— Task inputs —
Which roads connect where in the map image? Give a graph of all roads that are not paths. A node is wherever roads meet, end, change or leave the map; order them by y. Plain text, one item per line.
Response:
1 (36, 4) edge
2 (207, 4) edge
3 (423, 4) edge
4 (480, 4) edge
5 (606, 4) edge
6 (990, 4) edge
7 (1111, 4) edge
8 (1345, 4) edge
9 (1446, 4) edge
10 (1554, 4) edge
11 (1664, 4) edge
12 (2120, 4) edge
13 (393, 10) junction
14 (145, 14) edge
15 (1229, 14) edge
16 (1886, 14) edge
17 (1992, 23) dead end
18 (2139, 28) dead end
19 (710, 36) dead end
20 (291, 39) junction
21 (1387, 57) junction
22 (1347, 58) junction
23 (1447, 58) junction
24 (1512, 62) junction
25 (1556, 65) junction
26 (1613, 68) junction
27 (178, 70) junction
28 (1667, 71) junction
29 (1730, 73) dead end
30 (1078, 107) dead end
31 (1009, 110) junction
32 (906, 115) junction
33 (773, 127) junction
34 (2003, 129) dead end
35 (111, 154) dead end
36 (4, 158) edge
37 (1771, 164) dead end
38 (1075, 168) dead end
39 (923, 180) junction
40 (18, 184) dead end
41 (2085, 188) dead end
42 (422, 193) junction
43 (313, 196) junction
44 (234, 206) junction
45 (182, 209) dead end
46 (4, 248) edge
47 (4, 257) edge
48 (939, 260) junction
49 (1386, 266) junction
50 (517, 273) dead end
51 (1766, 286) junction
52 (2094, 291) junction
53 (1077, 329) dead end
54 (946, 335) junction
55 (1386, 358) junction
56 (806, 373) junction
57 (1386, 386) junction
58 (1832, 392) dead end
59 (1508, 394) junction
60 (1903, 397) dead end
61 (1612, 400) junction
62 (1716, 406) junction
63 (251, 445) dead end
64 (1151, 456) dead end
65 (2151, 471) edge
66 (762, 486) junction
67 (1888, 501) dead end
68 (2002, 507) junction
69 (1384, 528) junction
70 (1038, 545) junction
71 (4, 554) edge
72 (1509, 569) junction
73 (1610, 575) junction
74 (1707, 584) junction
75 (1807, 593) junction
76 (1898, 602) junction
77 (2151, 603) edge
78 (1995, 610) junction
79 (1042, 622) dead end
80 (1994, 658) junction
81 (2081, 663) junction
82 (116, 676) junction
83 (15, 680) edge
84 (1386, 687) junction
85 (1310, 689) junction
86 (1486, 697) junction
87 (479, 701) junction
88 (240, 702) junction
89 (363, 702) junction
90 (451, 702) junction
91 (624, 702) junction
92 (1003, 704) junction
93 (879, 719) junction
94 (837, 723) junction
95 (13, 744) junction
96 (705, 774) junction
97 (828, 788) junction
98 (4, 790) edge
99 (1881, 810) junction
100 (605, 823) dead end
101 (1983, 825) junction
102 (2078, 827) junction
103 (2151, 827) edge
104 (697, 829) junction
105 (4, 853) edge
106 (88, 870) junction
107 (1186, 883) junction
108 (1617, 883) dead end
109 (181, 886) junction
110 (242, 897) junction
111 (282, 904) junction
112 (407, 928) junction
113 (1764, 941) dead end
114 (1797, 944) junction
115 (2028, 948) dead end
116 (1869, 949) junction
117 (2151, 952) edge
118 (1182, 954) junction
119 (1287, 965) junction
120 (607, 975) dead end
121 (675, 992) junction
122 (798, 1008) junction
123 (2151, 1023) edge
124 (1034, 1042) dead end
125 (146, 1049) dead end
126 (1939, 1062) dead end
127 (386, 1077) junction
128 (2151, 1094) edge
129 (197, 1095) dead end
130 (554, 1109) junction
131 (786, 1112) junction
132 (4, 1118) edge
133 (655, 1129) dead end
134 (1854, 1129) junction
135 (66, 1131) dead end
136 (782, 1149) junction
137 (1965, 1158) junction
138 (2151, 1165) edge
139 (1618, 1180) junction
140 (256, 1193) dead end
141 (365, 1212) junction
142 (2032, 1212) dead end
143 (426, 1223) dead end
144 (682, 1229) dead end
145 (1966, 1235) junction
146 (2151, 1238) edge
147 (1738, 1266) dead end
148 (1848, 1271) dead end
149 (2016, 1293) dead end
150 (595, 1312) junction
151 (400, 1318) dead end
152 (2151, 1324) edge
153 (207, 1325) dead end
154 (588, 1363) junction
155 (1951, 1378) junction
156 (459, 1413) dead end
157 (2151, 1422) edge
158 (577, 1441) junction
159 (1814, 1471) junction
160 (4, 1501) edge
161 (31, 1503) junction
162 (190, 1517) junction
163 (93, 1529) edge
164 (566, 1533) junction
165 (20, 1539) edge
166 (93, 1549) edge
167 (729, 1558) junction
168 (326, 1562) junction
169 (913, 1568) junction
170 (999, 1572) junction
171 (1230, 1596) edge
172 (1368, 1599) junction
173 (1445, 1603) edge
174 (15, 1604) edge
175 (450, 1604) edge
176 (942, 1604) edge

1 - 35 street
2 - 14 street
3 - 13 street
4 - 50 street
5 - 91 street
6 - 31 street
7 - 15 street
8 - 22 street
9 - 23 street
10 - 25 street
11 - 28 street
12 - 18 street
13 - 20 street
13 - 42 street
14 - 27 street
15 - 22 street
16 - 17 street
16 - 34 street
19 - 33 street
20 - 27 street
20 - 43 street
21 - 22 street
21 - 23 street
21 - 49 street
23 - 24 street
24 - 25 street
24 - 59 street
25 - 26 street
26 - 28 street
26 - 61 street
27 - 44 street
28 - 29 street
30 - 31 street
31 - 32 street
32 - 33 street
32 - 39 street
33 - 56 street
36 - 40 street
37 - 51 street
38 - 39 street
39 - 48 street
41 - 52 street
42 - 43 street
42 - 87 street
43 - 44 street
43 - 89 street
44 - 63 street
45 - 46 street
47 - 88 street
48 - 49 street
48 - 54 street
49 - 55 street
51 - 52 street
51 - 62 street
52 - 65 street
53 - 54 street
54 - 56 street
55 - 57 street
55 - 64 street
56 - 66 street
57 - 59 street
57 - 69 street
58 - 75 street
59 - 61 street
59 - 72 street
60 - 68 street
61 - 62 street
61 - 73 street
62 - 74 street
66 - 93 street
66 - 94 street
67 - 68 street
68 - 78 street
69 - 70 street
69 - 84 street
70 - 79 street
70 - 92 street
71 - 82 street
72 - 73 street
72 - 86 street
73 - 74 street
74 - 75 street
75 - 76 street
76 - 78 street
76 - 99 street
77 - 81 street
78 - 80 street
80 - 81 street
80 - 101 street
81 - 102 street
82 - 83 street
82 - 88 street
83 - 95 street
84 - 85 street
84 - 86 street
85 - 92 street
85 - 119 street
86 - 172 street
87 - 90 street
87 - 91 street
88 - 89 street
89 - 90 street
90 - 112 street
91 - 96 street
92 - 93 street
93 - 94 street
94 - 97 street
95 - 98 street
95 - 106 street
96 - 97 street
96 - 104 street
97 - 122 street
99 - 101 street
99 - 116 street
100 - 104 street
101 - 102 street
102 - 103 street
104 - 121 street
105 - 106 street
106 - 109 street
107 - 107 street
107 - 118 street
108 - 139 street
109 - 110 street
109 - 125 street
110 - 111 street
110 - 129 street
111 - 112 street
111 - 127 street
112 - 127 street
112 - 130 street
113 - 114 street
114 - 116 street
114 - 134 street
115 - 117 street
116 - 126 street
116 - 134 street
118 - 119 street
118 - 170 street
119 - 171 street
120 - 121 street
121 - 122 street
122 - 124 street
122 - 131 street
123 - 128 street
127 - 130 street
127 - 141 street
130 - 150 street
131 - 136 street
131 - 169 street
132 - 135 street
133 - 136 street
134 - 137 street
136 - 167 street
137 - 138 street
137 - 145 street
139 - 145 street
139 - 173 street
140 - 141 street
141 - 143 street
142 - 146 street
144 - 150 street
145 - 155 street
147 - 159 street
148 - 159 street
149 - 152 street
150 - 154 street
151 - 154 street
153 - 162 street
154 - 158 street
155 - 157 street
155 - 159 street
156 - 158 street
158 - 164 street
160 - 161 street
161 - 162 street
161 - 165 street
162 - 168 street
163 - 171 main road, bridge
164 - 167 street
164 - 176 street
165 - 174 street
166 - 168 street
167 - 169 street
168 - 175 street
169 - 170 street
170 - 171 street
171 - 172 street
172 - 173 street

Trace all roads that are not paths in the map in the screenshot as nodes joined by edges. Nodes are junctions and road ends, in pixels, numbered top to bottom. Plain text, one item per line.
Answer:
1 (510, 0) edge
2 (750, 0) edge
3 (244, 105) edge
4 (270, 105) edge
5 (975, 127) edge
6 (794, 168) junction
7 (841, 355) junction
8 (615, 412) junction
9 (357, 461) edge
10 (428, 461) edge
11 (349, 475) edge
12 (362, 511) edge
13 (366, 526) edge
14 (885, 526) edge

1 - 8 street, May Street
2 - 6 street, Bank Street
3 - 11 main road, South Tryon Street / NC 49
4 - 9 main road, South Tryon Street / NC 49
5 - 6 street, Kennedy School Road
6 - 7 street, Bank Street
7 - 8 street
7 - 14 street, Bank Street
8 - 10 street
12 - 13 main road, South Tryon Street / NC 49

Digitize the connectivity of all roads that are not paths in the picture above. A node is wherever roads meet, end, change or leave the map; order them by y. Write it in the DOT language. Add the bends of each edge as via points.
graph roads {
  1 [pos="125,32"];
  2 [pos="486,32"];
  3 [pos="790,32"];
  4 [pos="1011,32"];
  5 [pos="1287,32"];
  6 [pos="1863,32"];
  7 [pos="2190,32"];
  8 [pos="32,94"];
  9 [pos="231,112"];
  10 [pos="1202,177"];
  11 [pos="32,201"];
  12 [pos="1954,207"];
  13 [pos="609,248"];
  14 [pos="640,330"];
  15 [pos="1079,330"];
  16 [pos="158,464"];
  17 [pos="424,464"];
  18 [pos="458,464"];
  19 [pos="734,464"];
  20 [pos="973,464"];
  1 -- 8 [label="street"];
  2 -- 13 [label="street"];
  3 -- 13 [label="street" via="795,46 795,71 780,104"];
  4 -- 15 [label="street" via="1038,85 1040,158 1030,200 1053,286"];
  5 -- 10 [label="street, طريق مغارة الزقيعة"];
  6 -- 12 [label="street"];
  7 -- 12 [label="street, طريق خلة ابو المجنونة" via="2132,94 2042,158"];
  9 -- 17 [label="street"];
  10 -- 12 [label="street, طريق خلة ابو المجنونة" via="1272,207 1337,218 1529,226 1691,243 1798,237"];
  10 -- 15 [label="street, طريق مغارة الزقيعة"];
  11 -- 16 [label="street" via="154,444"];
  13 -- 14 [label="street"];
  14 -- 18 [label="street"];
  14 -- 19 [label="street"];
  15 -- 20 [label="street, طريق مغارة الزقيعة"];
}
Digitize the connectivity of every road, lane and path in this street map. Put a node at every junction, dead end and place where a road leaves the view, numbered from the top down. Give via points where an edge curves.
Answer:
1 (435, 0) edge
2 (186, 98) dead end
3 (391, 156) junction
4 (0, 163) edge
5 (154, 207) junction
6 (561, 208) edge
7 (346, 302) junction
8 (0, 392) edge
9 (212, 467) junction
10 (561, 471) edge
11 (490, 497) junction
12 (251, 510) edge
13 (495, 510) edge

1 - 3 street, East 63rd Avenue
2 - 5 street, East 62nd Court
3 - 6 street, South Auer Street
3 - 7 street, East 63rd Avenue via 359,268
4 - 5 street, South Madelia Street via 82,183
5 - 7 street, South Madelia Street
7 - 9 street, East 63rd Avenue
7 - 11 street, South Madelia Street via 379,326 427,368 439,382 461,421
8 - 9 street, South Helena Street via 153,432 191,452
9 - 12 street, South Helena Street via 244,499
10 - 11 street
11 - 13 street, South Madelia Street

— Description of the task —
Go through the entries and report every line with the string "them".

— Solution to this problem —
Which roads connect where in the map image? Give a graph of all roads that are not paths. A node is wherever roads meet, end, change or leave the map; order them by y. Plain text, one item per line.
Digitize the connectivity of all roads that are not paths in the picture above. A node is wherever roads meet, end, change or leave the map; order them by y. Write it in the DOT language. Add the bends of each edge as via points.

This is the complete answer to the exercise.